Virtualized NFSoRDMA-based Disaggregated Storage Solution for AI Workloads

In the fields of HPC and AI, the demand for efficient and scalable storage solutions is ever-increasing. Traditional storage systems often struggle to meet the high throughput and low latency requirements of modern AI workloads. Disaggregated storage, particularly when combined with NFSoRDMA, presents a promising solution to these challenges. This blog post will explore the objectives, performance requirements, and solutions for implementing disaggregated storage tailored for AI workloads.

NFSoRDMA combines the widely adopted NFS protocol with the high-performance RDMA technology. By using standard protocols and avoiding proprietary software, we can sidestep limitations in OS compatibility and version conflicts. NFSoRDMA allows to achieve the required performance levels with minimal deployment costs, without the need for specific compatibility lists for parallel file system clients or strict version compatibility for all components. We maximize the utilization of a 400Gbit interface, demonstrating that high performance can be achieved efficiently. This integration ensures low latency and high throughput, making it ideal for our demanding storage needs.

Objectives

AI workloads often demand more than just a block device. They require sophisticated file storage systems capable of handling high performance and scalability needs.
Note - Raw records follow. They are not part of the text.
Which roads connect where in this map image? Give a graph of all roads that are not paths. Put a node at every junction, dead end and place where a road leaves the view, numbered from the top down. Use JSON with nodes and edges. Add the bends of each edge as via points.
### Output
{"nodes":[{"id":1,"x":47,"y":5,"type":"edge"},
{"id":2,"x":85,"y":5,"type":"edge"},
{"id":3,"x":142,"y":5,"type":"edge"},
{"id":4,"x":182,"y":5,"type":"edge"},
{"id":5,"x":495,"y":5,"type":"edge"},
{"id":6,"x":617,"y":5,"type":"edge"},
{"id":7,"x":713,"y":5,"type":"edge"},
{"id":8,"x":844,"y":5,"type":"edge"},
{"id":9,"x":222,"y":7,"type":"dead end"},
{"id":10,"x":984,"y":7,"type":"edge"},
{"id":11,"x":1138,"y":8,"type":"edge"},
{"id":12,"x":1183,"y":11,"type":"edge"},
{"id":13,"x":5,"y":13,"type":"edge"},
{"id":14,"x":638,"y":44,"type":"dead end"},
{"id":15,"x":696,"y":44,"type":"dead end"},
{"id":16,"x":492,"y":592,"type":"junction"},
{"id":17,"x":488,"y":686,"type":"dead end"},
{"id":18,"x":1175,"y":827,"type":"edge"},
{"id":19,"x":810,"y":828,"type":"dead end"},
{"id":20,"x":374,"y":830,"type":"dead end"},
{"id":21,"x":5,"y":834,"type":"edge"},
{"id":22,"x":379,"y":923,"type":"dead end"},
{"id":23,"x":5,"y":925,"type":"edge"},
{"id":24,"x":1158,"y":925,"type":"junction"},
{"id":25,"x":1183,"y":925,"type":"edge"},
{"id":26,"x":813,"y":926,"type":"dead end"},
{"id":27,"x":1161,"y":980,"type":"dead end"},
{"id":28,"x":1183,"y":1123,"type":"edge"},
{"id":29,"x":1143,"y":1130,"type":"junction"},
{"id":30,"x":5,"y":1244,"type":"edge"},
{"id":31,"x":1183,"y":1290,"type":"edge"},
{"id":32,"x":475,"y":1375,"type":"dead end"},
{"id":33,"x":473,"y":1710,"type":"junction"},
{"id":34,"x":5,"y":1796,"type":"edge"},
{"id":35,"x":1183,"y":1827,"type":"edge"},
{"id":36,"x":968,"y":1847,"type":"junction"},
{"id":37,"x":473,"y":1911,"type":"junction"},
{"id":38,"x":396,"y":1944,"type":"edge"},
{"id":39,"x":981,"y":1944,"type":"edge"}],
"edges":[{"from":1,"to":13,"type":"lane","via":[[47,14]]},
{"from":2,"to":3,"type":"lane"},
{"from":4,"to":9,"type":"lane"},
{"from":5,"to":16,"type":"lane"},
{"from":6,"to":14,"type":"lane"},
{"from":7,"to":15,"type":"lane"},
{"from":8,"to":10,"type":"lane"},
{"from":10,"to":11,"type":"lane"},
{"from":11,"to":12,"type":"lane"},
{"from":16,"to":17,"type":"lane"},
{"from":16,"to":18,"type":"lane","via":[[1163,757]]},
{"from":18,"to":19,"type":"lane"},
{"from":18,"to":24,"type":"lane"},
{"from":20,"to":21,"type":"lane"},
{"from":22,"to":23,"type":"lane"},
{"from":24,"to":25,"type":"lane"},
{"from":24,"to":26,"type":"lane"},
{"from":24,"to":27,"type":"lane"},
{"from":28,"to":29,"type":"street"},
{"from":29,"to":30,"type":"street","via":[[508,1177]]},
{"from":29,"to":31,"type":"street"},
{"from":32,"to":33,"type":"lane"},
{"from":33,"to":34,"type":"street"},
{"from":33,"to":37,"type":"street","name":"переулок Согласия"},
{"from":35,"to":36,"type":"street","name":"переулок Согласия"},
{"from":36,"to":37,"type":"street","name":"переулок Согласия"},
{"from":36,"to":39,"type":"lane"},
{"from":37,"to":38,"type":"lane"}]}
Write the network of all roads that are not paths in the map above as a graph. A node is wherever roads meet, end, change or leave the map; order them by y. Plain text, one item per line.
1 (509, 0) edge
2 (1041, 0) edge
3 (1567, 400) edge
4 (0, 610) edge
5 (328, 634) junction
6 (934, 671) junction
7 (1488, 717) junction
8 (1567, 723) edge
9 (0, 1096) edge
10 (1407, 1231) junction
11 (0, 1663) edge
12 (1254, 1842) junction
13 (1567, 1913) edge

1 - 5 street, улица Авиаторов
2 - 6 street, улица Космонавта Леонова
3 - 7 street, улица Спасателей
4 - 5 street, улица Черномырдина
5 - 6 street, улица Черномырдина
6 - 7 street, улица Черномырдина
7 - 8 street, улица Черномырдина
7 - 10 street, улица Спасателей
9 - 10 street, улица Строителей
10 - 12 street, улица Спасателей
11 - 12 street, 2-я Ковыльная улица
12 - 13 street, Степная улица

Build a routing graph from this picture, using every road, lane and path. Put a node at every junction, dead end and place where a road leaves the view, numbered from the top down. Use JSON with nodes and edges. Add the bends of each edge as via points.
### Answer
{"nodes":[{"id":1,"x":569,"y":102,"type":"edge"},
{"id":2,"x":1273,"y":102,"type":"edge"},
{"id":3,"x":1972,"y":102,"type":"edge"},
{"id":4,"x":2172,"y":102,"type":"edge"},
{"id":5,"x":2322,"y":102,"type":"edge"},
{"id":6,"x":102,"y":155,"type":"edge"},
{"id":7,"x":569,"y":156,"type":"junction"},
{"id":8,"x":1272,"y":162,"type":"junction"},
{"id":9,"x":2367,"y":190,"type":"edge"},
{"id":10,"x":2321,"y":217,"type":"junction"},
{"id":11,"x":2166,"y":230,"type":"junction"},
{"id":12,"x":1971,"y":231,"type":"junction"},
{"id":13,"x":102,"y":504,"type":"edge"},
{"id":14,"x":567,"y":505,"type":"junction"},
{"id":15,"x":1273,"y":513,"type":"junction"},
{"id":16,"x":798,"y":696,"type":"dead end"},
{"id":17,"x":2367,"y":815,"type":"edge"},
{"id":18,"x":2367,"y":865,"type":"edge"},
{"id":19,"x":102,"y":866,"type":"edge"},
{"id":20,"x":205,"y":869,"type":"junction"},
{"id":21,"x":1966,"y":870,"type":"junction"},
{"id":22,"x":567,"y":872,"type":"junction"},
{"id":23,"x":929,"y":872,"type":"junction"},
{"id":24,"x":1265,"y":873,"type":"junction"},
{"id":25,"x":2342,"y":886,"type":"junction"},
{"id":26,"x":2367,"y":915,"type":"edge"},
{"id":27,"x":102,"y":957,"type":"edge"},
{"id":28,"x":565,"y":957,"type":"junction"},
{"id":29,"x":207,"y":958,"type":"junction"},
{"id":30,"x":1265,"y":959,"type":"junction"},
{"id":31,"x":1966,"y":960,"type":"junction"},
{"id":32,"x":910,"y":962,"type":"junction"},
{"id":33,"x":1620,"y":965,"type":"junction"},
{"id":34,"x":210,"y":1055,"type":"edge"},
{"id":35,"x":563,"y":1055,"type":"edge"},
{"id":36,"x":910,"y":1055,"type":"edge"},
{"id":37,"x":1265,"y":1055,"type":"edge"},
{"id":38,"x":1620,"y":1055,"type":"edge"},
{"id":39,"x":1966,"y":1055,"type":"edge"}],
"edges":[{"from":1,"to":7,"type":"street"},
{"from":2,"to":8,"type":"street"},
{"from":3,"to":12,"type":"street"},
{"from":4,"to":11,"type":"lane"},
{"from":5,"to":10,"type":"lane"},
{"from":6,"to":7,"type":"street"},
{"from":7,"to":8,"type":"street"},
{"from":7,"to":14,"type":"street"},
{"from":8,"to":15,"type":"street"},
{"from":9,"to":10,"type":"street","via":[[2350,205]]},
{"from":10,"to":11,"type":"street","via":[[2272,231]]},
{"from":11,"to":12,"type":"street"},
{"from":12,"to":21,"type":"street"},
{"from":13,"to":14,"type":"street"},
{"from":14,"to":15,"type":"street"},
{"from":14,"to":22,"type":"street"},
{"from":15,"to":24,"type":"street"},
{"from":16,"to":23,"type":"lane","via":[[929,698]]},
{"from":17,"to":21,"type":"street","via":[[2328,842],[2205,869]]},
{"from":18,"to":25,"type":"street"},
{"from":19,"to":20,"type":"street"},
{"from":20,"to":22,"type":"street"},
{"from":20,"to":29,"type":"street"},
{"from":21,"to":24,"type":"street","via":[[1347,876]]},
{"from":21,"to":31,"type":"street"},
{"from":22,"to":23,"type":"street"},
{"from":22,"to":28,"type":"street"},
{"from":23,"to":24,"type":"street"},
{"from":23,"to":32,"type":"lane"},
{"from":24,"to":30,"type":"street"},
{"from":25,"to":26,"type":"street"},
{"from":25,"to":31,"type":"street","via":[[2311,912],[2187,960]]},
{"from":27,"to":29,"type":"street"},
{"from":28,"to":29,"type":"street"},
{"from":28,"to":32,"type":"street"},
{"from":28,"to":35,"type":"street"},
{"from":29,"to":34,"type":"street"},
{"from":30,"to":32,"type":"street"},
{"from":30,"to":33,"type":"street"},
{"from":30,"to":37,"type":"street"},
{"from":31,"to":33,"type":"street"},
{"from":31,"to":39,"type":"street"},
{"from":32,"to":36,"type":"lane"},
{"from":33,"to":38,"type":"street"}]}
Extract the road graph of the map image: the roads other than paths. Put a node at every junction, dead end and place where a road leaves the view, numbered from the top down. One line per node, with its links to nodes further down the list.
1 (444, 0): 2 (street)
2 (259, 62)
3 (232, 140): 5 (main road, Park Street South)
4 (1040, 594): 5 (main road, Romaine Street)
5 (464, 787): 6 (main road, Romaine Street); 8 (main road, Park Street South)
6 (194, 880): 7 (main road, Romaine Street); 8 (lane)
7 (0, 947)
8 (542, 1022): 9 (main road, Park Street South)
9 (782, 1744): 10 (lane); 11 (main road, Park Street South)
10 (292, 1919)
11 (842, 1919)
Our primary objectives in developing disaggregated storage solutions include:

Achieving High Throughput: The goal is to reach dozens of GBps from a few clients using one or two storage nodes, whether real or virtual.
Maximizing IOPS: It's crucial to obtain as many small IOPS as possible to support the high-speed data processing needs of AI tasks.
Simplicity in Configuration: Keeping both hardware and software configurations as straightforward as possible is essential for ease of deployment and maintenance.
Deployment Flexibility: The solution must be deployable on-premise or in the cloud, offering on-demand scalability and flexibility.

AI tasks often necessitate parallel access to data from multiple clients at speeds of tens to hundreds of gigabytes per second. Our software solutions aim to minimize complexity while ensuring high performance and scalability.

Required disaggregated storage solution

Performance Requirements

For efficient cluster operations, it is essential to have fast data loading and quick checkpoint writing. These requirements are critical for maintaining high performance in AI and HPC environments.

More details here: IO for Large Language Models and Secured AI Workflows

The provided graph above illustrates GPU utilization and Lustre read/write rates during an iterative processing cycle, common in HPC workloads. Initially, there's a brief period where the GPU utilization ramps up, known as the startup phase. This is followed by sequences of compute iterations, where GPU utilization remains high, indicating active processing. Periodically, there are drops in GPU utilization, corresponding to checkpointing phases where data is saved. During these phases, the GPUs are mostly idle, waiting for the checkpoint to complete.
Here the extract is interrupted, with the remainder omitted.